The Physician-Patient Alliance for Health & Safety has released the results of its first national survey of patient-controlled analgesia practices. Patient controlled analgesia is known to result in harm when safety practices are inconsistent.
Survey respondents included more than 160 health professionals from across 40 states, including physicians, nurses and pharmacists. Some findings from the survey include:
1. Eight-one percent of hospitals use smart pumps for all PCA patients.
2. Only 10 percent of hospitals performed double-checks on patient identity, analgesic dosage, programming of smart pump and attachment of lines to patients.
3, Double-checks were most likely for settings, drug selection and dosage and patient identity, with double-checks for these three items occurring more than 90 percent of the time.
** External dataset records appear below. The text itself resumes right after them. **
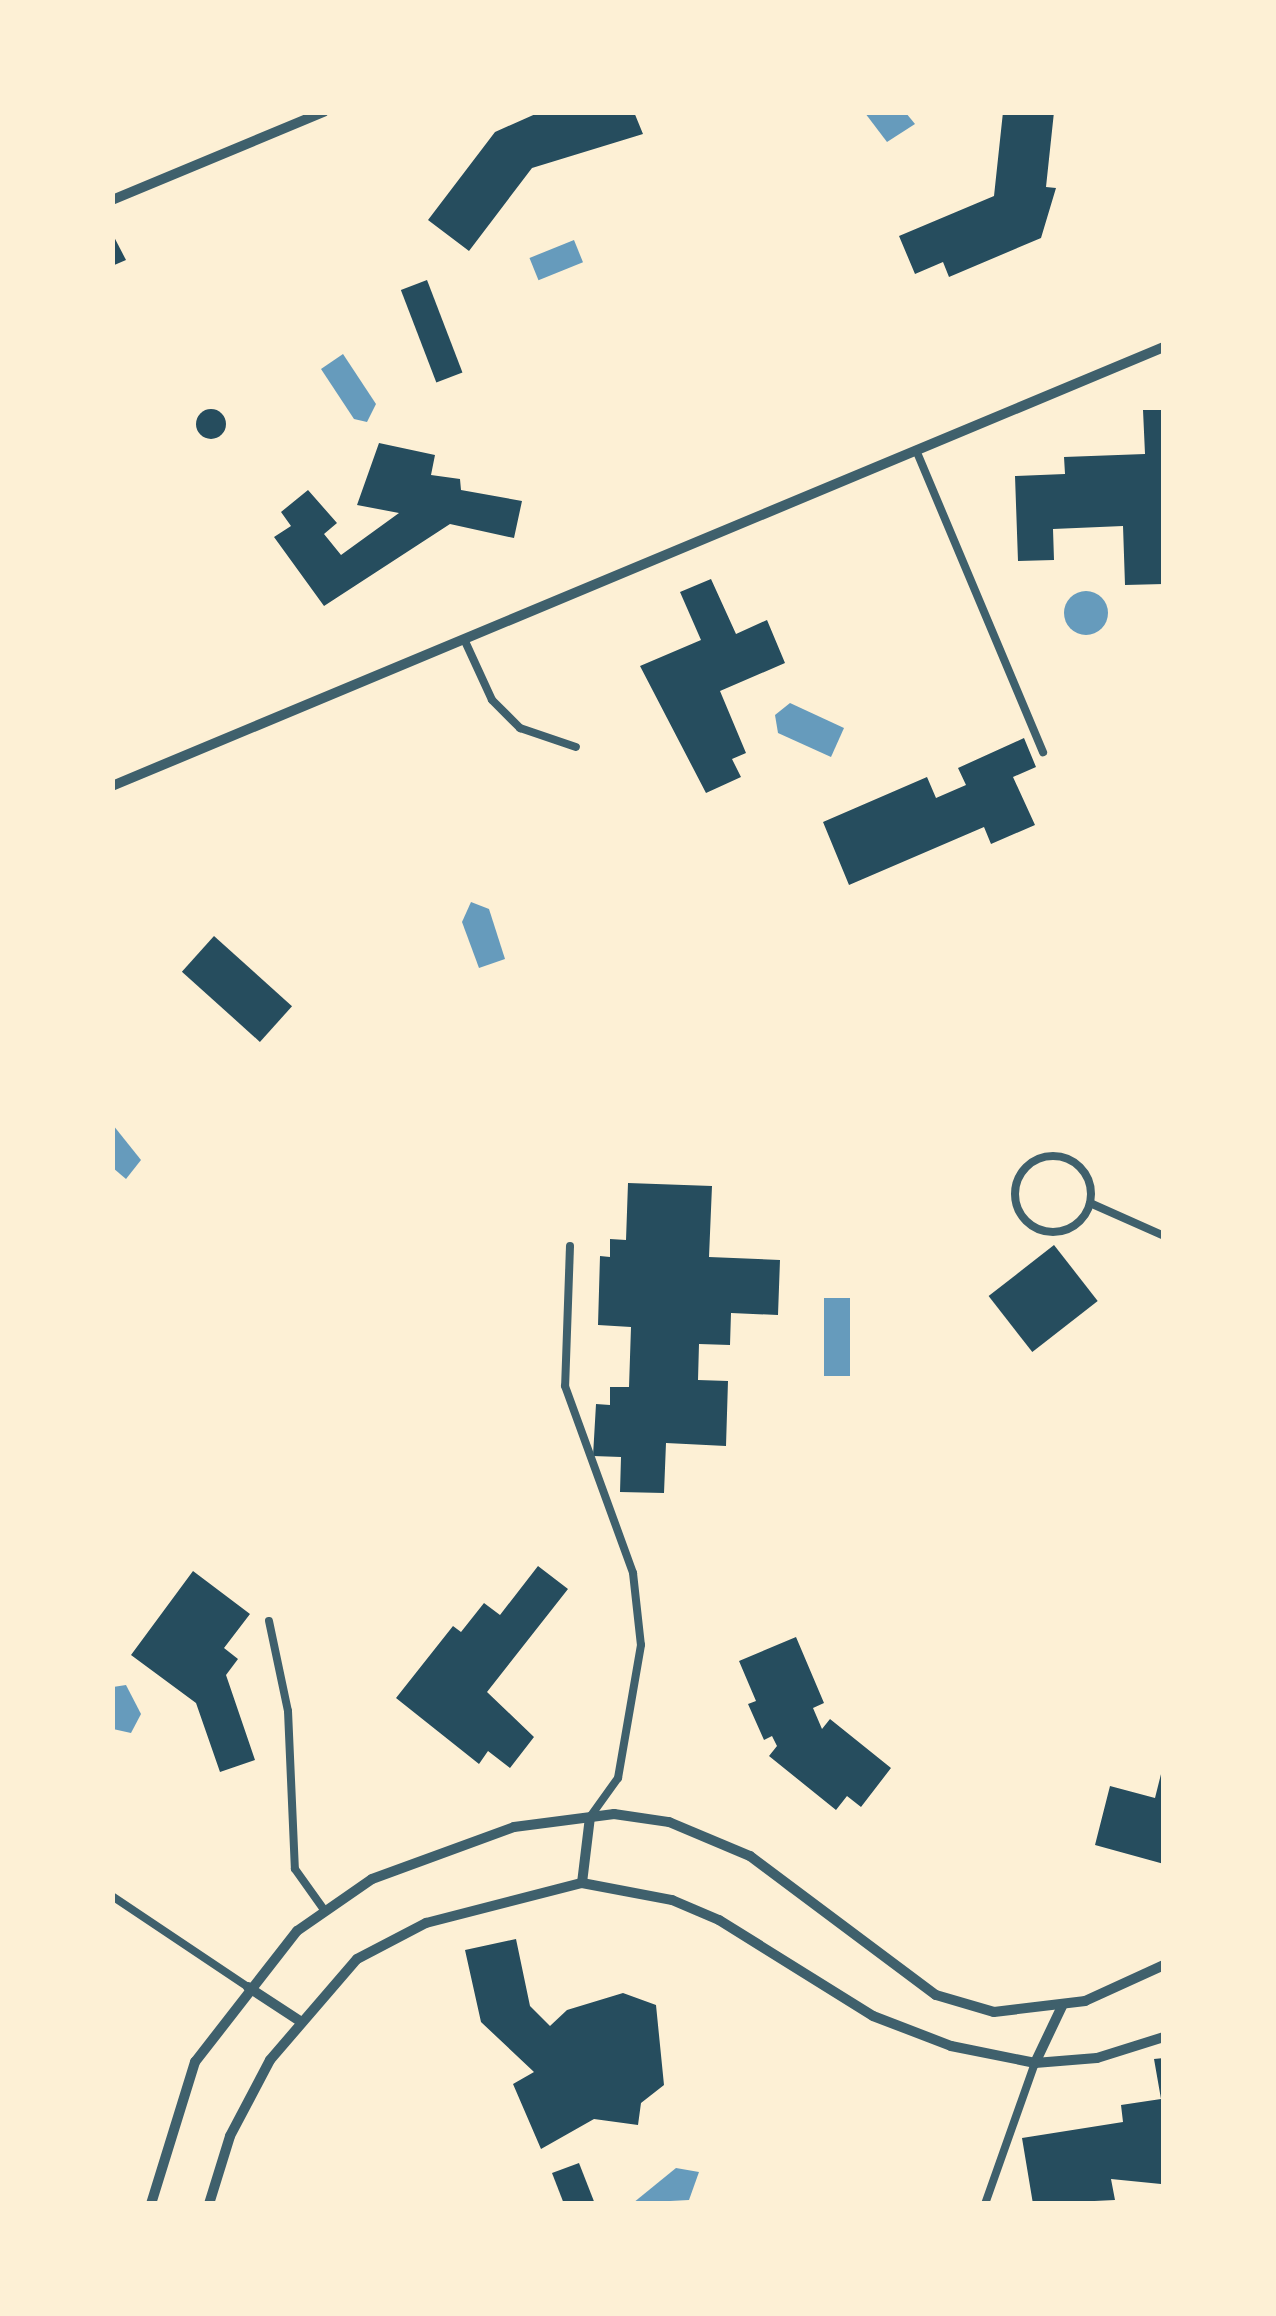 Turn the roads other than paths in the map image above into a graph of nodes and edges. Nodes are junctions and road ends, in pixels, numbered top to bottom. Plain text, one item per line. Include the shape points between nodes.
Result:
1 (324, 112) edge
2 (112, 200) edge
3 (1164, 347) edge
4 (916, 450) junction
5 (464, 640) junction
6 (576, 747) dead end
7 (1043, 752) dead end
8 (112, 786) edge
9 (1090, 1203) junction
10 (1164, 1236) edge
11 (570, 1246) dead end
12 (269, 1621) dead end
13 (590, 1817) junction
14 (582, 1883) junction
15 (112, 1896) edge
16 (325, 1912) junction
17 (1164, 1965) edge
18 (248, 1987) junction
19 (1063, 2004) junction
20 (300, 2021) junction
21 (1164, 2037) edge
22 (1036, 2062) junction
23 (151, 2204) edge
24 (208, 2204) edge
25 (984, 2204) edge

1 - 2 street
3 - 4 street
4 - 5 street
4 - 7 lane
5 - 6 lane via 492,700 520,728
5 - 8 street
9 - 9 lane via 1082,1169 1062,1156 1028,1164 1014,1185 1018,1212 1038,1229 1064,1231
9 - 10 lane
11 - 13 lane via 565,1386 634,1573 641,1645 618,1778
12 - 16 lane via 288,1711 295,1868
13 - 14 street
13 - 16 street via 496,1833 372,1879
13 - 19 street via 669,1822 750,1856 936,1995 994,2012
14 - 20 street via 426,1923 357,1959
14 - 22 street via 672,1900 873,2016 951,2046
15 - 18 lane
16 - 18 street
17 - 19 street
18 - 20 street
18 - 23 street via 195,2062
19 - 22 street
20 - 24 street via 230,2136
21 - 22 street via 1096,2058
22 - 25 lane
Dosage adjustments, patient allergy checks and line connection checks were less common, occurring between approximately 69 and 77 percent of the time.
4. Possible risk factors for harm or death for patients with PCA include potential sedative effects from mixing drugs (94.6 percent), pre-existing conditions (92.2 percent), advanced age (84.9 percent), being opioid naïve (81.3 percent), being obese (69.9 percent) or being underweight (63.3 percent).
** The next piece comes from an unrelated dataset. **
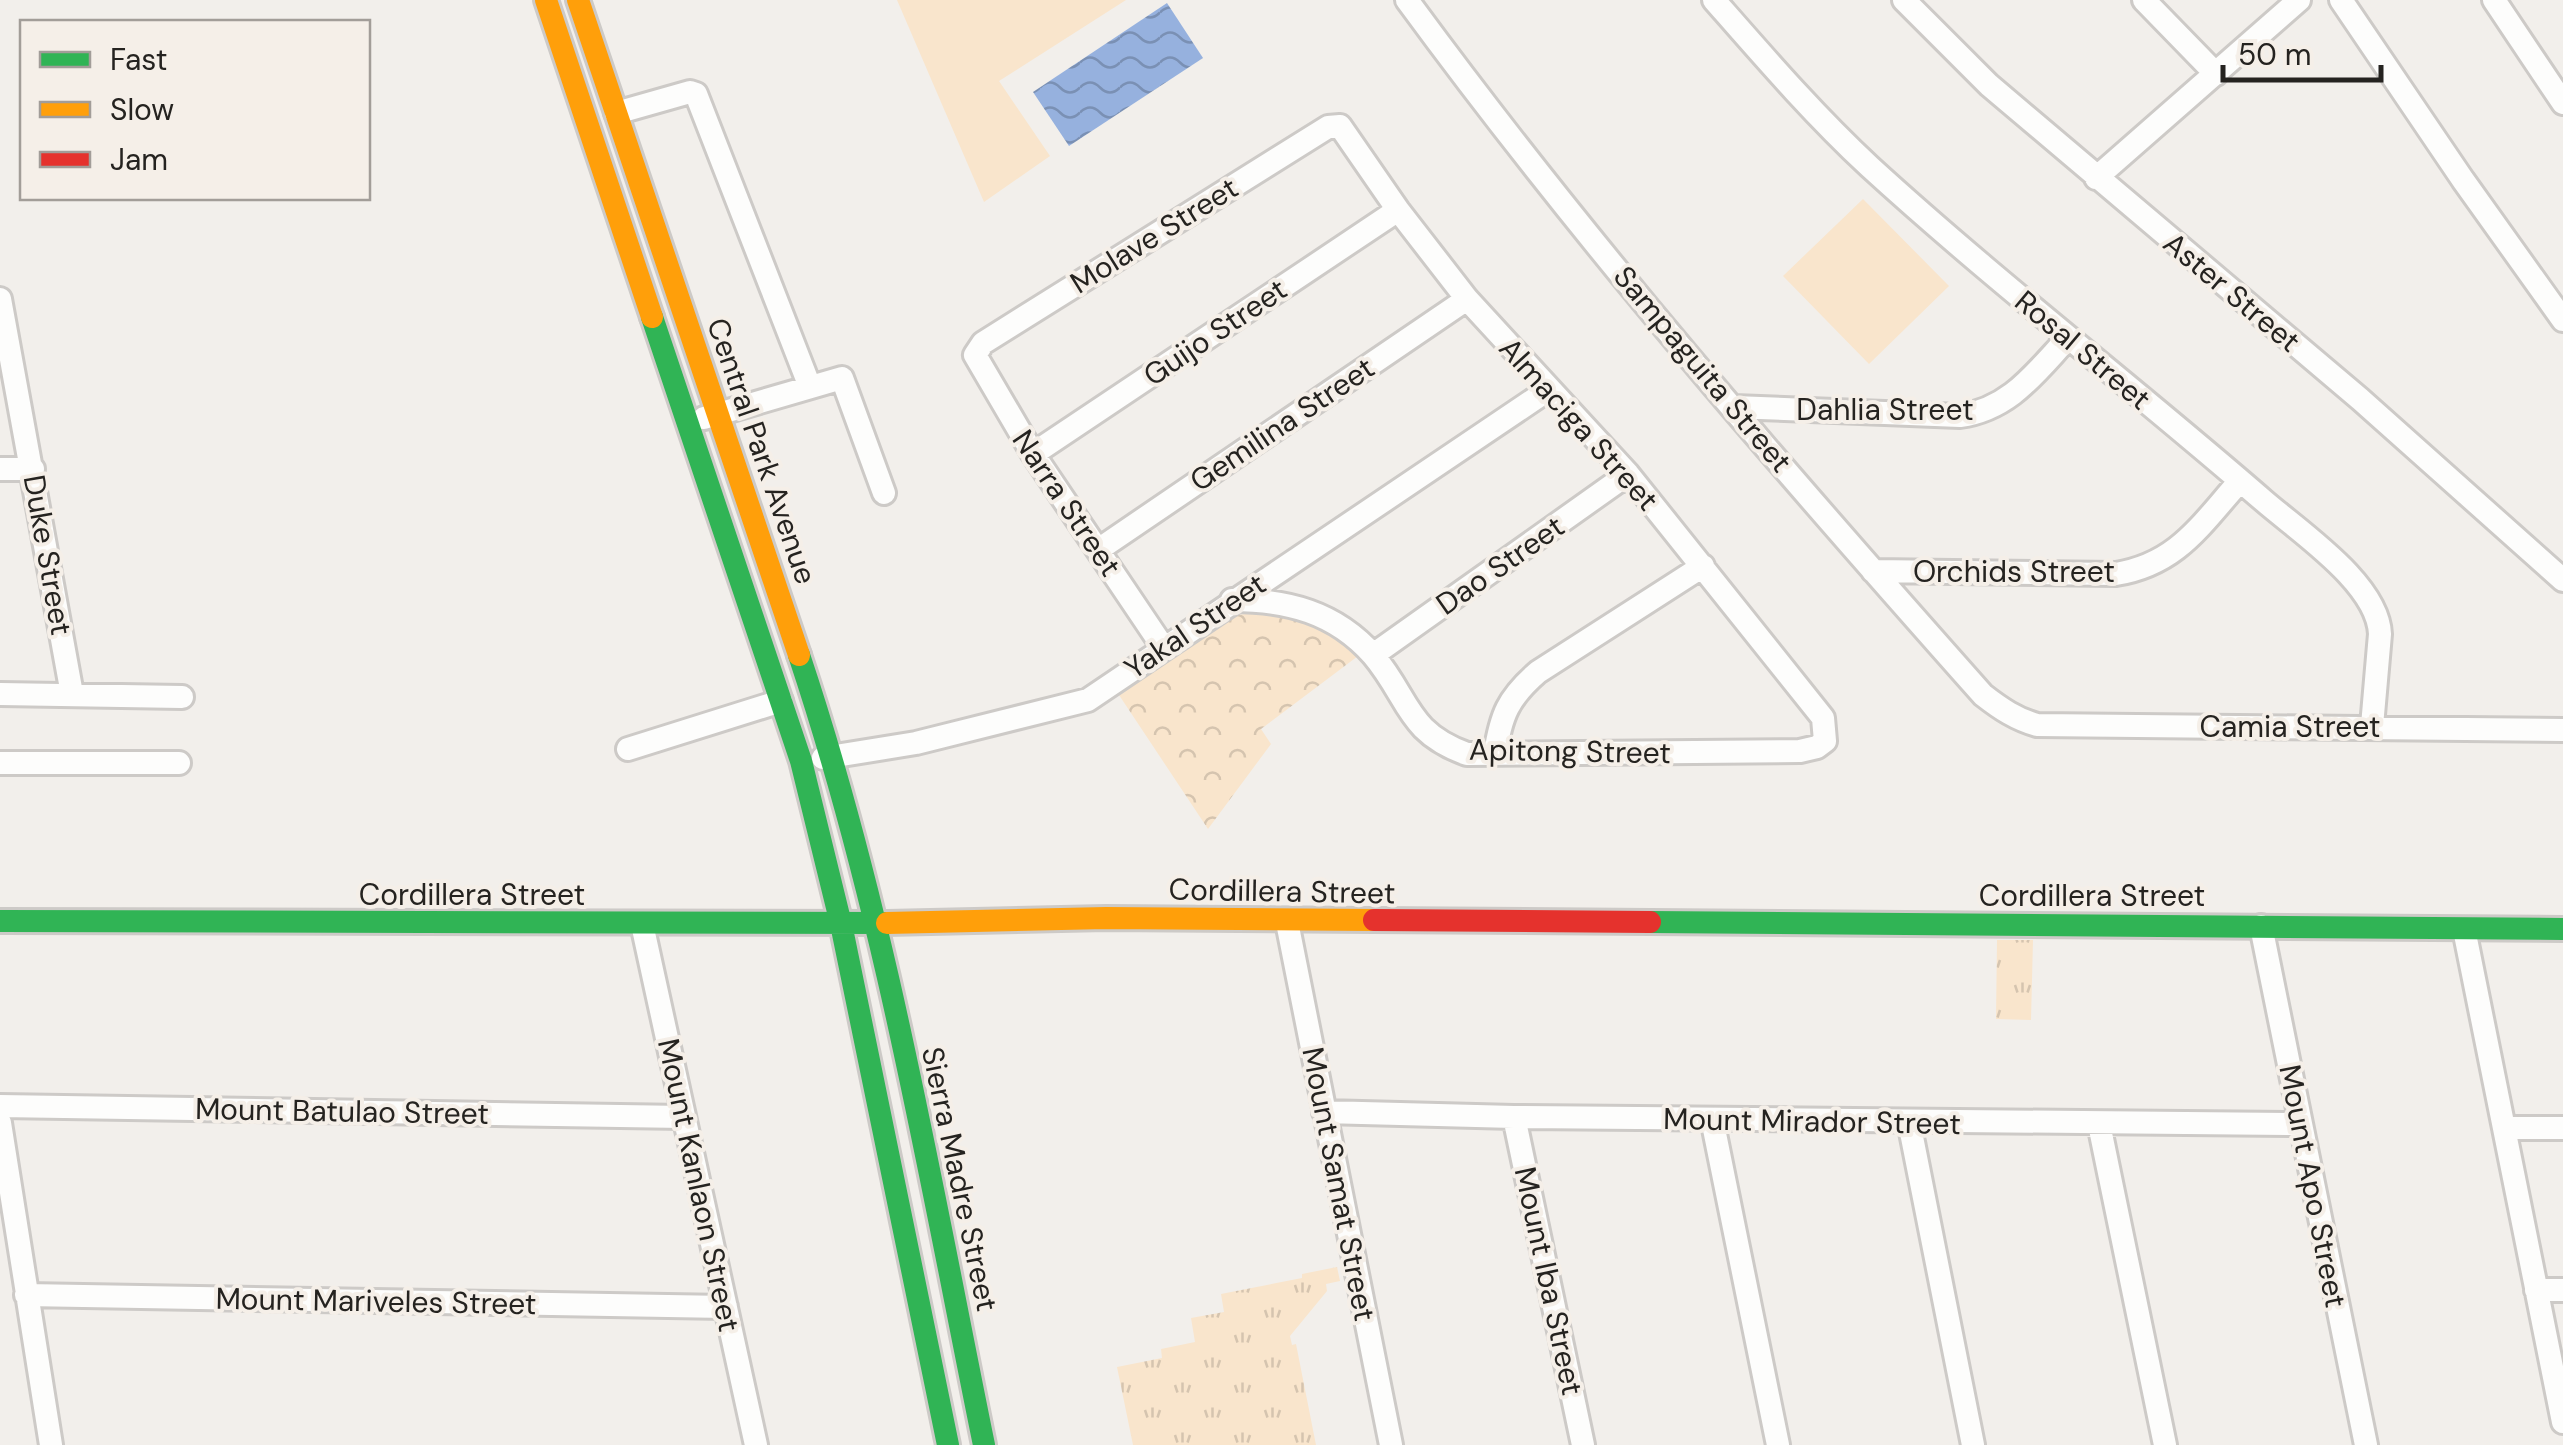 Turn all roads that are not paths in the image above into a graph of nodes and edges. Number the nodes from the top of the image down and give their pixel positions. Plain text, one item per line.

5. Despite these percentages, 15 percent of hospitals did not consider advanced age as a risk factor, 20 percent of hospitals did not assess opioid naïveté, and 30 percent of hospitals did not consider obesity as a risk factor for harm or death from PCA.
6. When it came to adverse events, 65 percent of respondents said continuous electrical monitoring of PCA reduced adverse events, costs and expenses. Thirty-five percent said it was too early to tell.
7. Ninety-five percent of hospitals surveyed are worried about the effects of alarm fatigue. While 34 percent thought the problem is extremely difficult to solve, 61 percent did not think the problem is insurmountable.